[Data items]
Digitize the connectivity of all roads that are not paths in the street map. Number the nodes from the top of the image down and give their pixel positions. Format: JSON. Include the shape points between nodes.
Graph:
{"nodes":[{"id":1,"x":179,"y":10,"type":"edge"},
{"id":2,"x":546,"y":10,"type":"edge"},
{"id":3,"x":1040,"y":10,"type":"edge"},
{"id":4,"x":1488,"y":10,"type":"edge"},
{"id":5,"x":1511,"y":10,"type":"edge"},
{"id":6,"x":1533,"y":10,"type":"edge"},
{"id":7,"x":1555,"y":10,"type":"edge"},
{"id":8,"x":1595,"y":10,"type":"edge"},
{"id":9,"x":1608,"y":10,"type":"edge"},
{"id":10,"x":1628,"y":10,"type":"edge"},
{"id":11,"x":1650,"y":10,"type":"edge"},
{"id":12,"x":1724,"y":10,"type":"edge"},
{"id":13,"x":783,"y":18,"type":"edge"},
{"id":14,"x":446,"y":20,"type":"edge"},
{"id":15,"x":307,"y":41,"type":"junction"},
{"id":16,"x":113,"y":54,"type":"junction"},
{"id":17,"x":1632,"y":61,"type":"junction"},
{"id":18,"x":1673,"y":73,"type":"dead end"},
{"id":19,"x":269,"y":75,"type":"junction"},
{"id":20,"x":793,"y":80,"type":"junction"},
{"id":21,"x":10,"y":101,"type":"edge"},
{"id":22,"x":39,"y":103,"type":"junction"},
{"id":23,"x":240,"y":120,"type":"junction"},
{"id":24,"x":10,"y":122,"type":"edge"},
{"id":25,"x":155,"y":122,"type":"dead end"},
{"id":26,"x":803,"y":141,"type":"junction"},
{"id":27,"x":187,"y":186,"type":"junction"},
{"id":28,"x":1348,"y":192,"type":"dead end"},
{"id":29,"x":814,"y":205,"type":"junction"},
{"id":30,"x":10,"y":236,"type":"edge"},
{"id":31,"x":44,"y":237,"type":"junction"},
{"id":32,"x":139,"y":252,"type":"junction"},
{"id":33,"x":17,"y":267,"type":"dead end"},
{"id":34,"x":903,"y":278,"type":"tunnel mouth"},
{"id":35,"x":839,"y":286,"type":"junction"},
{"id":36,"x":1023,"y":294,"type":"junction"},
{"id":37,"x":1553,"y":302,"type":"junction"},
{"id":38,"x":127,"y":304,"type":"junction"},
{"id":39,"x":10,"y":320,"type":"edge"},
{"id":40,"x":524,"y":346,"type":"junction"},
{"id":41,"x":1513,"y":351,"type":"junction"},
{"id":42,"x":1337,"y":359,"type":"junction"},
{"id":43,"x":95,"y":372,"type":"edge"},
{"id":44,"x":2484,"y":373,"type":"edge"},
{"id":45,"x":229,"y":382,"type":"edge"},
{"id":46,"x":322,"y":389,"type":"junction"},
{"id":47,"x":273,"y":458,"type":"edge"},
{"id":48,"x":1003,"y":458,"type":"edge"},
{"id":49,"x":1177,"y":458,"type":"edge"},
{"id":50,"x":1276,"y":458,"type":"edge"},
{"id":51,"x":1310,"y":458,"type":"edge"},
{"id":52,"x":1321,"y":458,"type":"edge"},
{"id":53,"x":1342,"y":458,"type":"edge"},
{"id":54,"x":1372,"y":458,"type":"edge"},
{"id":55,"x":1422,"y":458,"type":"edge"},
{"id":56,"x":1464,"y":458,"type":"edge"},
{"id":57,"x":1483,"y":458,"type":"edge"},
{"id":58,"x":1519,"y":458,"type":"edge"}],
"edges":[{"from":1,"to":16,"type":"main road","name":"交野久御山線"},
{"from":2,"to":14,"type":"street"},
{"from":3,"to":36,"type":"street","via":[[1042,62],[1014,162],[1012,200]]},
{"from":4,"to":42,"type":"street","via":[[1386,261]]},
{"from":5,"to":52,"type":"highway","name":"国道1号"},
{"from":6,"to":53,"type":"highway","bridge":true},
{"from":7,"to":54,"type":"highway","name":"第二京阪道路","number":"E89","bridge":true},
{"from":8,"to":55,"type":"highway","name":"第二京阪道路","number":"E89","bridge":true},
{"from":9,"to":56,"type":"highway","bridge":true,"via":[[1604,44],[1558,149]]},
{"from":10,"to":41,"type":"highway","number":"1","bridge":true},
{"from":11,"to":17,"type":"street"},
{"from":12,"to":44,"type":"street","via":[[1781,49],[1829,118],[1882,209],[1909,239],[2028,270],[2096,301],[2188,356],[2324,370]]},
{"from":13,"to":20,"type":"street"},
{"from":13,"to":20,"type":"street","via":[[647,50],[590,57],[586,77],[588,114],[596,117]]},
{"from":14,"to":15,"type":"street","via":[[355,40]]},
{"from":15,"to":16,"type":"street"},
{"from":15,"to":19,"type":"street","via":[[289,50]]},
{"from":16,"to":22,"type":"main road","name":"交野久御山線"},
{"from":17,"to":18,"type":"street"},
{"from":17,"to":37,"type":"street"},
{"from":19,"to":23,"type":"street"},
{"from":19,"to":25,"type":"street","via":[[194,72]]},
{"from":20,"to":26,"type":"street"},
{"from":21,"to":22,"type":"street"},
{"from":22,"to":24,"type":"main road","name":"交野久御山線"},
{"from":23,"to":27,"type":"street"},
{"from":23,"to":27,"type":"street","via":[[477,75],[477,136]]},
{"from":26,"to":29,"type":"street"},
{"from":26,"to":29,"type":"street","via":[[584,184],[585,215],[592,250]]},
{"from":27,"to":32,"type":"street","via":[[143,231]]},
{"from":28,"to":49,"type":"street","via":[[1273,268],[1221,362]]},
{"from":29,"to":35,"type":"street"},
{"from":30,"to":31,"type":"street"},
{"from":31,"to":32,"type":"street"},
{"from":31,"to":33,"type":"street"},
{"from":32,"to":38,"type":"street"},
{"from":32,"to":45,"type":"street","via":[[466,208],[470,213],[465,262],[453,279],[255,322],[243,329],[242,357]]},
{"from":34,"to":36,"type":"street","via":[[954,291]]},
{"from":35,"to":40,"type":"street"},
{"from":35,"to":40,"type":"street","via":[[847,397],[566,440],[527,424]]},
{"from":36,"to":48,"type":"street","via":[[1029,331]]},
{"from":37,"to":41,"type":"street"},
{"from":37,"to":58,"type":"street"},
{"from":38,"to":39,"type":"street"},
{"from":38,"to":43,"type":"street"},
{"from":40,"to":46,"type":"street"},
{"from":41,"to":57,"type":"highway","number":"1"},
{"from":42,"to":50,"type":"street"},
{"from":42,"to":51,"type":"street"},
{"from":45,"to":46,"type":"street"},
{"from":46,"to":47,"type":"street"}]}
--
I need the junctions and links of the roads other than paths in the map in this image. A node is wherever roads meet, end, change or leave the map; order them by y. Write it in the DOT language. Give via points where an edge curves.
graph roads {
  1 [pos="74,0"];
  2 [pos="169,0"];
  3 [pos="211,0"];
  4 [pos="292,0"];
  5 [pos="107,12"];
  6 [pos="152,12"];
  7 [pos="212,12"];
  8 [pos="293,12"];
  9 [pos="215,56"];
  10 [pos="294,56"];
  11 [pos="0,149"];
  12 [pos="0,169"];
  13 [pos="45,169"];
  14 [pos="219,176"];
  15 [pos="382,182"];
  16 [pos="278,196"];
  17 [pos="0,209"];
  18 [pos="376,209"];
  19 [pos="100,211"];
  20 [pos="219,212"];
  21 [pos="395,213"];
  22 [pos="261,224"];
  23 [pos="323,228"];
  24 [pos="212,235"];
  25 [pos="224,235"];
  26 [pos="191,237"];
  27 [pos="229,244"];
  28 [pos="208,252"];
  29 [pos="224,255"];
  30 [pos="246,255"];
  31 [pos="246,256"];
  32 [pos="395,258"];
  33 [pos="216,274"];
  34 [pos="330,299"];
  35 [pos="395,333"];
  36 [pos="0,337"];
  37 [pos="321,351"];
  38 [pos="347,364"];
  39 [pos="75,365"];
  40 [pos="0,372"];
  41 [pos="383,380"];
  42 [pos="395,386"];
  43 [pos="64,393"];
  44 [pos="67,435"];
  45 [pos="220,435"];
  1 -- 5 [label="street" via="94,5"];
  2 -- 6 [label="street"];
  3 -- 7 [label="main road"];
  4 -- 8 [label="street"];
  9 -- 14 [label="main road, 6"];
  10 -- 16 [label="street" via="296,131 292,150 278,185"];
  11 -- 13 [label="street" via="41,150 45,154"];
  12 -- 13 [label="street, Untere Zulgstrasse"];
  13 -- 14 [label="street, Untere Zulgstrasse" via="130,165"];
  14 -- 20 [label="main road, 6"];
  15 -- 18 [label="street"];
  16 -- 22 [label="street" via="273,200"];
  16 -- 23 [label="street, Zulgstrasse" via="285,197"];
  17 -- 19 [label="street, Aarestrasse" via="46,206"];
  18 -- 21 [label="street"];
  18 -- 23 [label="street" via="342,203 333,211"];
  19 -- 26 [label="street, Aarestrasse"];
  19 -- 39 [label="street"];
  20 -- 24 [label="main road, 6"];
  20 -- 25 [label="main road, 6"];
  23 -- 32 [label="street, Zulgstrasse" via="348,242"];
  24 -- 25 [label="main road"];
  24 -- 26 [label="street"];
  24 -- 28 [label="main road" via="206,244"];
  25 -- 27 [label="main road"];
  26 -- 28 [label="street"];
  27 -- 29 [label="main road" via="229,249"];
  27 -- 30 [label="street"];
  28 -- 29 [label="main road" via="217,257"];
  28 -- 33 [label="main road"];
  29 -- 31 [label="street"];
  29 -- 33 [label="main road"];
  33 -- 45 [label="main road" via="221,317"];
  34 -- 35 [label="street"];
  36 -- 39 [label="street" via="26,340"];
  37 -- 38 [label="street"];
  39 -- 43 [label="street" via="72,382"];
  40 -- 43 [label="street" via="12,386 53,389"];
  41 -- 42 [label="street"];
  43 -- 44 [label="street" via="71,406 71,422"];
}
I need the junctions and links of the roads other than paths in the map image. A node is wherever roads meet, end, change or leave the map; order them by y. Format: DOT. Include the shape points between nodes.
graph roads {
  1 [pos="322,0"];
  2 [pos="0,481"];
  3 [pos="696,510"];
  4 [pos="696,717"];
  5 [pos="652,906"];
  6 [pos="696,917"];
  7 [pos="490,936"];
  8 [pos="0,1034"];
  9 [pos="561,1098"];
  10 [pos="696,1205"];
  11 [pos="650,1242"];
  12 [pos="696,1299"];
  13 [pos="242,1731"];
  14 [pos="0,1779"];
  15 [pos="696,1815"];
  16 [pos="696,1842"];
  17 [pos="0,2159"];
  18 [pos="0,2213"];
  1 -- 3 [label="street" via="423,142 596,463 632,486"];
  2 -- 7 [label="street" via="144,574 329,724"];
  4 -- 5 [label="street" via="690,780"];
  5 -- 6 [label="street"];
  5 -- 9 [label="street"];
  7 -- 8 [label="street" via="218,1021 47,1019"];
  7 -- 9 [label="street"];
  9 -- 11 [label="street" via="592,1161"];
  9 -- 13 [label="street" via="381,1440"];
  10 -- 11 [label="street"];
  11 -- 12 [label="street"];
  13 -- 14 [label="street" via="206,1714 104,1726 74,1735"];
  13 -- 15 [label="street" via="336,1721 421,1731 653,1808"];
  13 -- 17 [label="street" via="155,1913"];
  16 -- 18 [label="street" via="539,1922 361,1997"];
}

▶ **EXERCISE PROMPT**:
Copy every line above in which the string "order" shows up.

▶ **COMPLETED EXERCISE**:
I need the junctions and links of the roads other than paths in the map in this image. A node is wherever roads meet, end, change or leave the map; order them by y. Write it in the DOT language. Give via points where an edge curves.
I need the junctions and links of the roads other than paths in the map image. A node is wherever roads meet, end, change or leave the map; order them by y. Format: DOT. Include the shape points between nodes.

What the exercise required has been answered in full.